■ **Instructions for the task**
In the records below, find every line with the word "roads" and copy it.

(Collected data)
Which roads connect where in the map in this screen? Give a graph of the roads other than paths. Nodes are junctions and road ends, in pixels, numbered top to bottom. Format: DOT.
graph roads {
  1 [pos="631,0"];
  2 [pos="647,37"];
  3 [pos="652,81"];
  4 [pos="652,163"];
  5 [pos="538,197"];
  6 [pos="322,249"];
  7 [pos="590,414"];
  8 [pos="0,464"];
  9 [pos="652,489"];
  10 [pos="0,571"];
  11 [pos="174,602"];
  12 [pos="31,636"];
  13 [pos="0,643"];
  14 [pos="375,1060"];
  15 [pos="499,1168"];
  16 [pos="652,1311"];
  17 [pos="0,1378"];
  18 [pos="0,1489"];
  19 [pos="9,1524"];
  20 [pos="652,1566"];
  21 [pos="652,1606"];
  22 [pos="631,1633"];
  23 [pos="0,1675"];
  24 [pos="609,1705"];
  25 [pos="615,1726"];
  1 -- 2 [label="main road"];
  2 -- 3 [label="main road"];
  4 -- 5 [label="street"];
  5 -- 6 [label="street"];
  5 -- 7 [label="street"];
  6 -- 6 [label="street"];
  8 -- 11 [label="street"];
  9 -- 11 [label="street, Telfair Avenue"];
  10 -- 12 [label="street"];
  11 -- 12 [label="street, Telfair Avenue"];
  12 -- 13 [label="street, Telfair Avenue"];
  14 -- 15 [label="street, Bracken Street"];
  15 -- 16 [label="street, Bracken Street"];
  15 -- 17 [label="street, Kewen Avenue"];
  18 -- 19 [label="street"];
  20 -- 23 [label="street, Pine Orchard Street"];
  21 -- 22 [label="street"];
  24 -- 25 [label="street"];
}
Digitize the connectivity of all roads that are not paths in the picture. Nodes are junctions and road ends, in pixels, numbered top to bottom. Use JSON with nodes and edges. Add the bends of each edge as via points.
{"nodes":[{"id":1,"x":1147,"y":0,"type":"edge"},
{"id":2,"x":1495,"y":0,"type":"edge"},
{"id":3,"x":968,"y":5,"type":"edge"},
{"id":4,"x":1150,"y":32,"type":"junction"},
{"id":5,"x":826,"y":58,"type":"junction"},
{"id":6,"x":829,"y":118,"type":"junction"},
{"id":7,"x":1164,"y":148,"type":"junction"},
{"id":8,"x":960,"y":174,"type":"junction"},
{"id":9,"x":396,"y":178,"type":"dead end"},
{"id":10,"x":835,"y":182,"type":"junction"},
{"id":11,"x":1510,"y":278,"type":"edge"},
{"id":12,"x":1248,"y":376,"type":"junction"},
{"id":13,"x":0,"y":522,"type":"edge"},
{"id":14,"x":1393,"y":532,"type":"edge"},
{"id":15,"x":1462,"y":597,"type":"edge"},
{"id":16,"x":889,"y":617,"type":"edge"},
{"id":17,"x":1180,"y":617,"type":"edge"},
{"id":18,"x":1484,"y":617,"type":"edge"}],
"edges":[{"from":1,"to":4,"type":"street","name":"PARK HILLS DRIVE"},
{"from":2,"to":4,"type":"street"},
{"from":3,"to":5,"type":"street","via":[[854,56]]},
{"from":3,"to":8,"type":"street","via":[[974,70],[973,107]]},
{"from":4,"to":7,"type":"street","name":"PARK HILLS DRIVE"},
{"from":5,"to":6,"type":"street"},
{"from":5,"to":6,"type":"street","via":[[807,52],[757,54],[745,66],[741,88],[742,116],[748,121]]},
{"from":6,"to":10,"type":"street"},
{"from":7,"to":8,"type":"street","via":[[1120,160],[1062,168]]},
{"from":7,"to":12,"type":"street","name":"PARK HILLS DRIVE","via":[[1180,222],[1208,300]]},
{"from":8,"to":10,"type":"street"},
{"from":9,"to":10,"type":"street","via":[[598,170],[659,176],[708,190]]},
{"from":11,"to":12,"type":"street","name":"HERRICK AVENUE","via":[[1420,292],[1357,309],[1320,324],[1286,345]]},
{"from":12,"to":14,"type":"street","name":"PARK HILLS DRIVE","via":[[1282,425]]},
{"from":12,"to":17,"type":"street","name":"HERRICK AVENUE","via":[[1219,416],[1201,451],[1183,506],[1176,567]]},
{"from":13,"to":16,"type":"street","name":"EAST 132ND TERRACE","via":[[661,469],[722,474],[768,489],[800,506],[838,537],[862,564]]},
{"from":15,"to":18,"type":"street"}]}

■ **Finished exercise**
Which roads connect where in the map in this screen? Give a graph of the roads other than paths. Nodes are junctions and road ends, in pixels, numbered top to bottom. Format: DOT.
graph roads {
Digitize the connectivity of all roads that are not paths in the picture. Nodes are junctions and road ends, in pixels, numbered top to bottom. Use JSON with nodes and edges. Add the bends of each edge as via points.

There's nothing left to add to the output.